== DATA TO EXAMINE ==

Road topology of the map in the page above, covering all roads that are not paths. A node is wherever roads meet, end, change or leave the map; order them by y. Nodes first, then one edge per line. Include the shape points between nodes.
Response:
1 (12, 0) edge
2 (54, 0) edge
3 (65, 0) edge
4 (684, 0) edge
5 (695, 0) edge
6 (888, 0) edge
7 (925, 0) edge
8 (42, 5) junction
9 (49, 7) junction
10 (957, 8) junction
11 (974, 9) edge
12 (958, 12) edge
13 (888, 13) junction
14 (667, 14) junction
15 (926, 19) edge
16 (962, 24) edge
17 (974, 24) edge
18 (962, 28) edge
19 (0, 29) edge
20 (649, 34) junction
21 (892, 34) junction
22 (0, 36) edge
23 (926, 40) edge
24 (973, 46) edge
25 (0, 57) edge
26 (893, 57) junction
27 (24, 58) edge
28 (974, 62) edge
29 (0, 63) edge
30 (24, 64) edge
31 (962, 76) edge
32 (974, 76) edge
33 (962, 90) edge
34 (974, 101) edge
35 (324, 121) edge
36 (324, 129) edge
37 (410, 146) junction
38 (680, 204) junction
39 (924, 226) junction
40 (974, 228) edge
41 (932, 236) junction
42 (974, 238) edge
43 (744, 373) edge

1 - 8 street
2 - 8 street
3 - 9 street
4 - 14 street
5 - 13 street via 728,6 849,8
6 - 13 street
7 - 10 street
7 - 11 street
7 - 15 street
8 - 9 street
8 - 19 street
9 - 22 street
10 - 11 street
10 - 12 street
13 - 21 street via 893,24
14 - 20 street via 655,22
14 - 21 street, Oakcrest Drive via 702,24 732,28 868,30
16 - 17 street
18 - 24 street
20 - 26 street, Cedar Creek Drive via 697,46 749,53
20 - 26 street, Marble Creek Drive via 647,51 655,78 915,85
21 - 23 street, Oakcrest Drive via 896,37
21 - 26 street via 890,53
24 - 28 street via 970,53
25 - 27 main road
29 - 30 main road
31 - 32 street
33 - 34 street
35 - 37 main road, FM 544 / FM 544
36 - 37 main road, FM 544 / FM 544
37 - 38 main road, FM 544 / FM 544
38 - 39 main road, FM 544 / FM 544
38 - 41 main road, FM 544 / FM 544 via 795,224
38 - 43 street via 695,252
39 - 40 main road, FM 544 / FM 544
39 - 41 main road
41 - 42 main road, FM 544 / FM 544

===

● **REQUIRED ACTION**: Every entry, from the first line to the last, should be retyped exactly.

● **FINAL ANSWER**:
Road topology of the map in the page above, covering all roads that are not paths. A node is wherever roads meet, end, change or leave the map; order them by y. Nodes first, then one edge per line. Include the shape points between nodes.
Response:
1 (12, 0) edge
2 (54, 0) edge
3 (65, 0) edge
4 (684, 0) edge
5 (695, 0) edge
6 (888, 0) edge
7 (925, 0) edge
8 (42, 5) junction
9 (49, 7) junction
10 (957, 8) junction
11 (974, 9) edge
12 (958, 12) edge
13 (888, 13) junction
14 (667, 14) junction
15 (926, 19) edge
16 (962, 24) edge
17 (974, 24) edge
18 (962, 28) edge
19 (0, 29) edge
20 (649, 34) junction
21 (892, 34) junction
22 (0, 36) edge
23 (926, 40) edge
24 (973, 46) edge
25 (0, 57) edge
26 (893, 57) junction
27 (24, 58) edge
28 (974, 62) edge
29 (0, 63) edge
30 (24, 64) edge
31 (962, 76) edge
32 (974, 76) edge
33 (962, 90) edge
34 (974, 101) edge
35 (324, 121) edge
36 (324, 129) edge
37 (410, 146) junction
38 (680, 204) junction
39 (924, 226) junction
40 (974, 228) edge
41 (932, 236) junction
42 (974, 238) edge
43 (744, 373) edge

1 - 8 street
2 - 8 street
3 - 9 street
4 - 14 street
5 - 13 street via 728,6 849,8
6 - 13 street
7 - 10 street
7 - 11 street
7 - 15 street
8 - 9 street
8 - 19 street
9 - 22 street
10 - 11 street
10 - 12 street
13 - 21 street via 893,24
14 - 20 street via 655,22
14 - 21 street, Oakcrest Drive via 702,24 732,28 868,30
16 - 17 street
18 - 24 street
20 - 26 street, Cedar Creek Drive via 697,46 749,53
20 - 26 street, Marble Creek Drive via 647,51 655,78 915,85
21 - 23 street, Oakcrest Drive via 896,37
21 - 26 street via 890,53
24 - 28 street via 970,53
25 - 27 main road
29 - 30 main road
31 - 32 street
33 - 34 street
35 - 37 main road, FM 544 / FM 544
36 - 37 main road, FM 544 / FM 544
37 - 38 main road, FM 544 / FM 544
38 - 39 main road, FM 544 / FM 544
38 - 41 main road, FM 544 / FM 544 via 795,224
38 - 43 street via 695,252
39 - 40 main road, FM 544 / FM 544
39 - 41 main road
41 - 42 main road, FM 544 / FM 544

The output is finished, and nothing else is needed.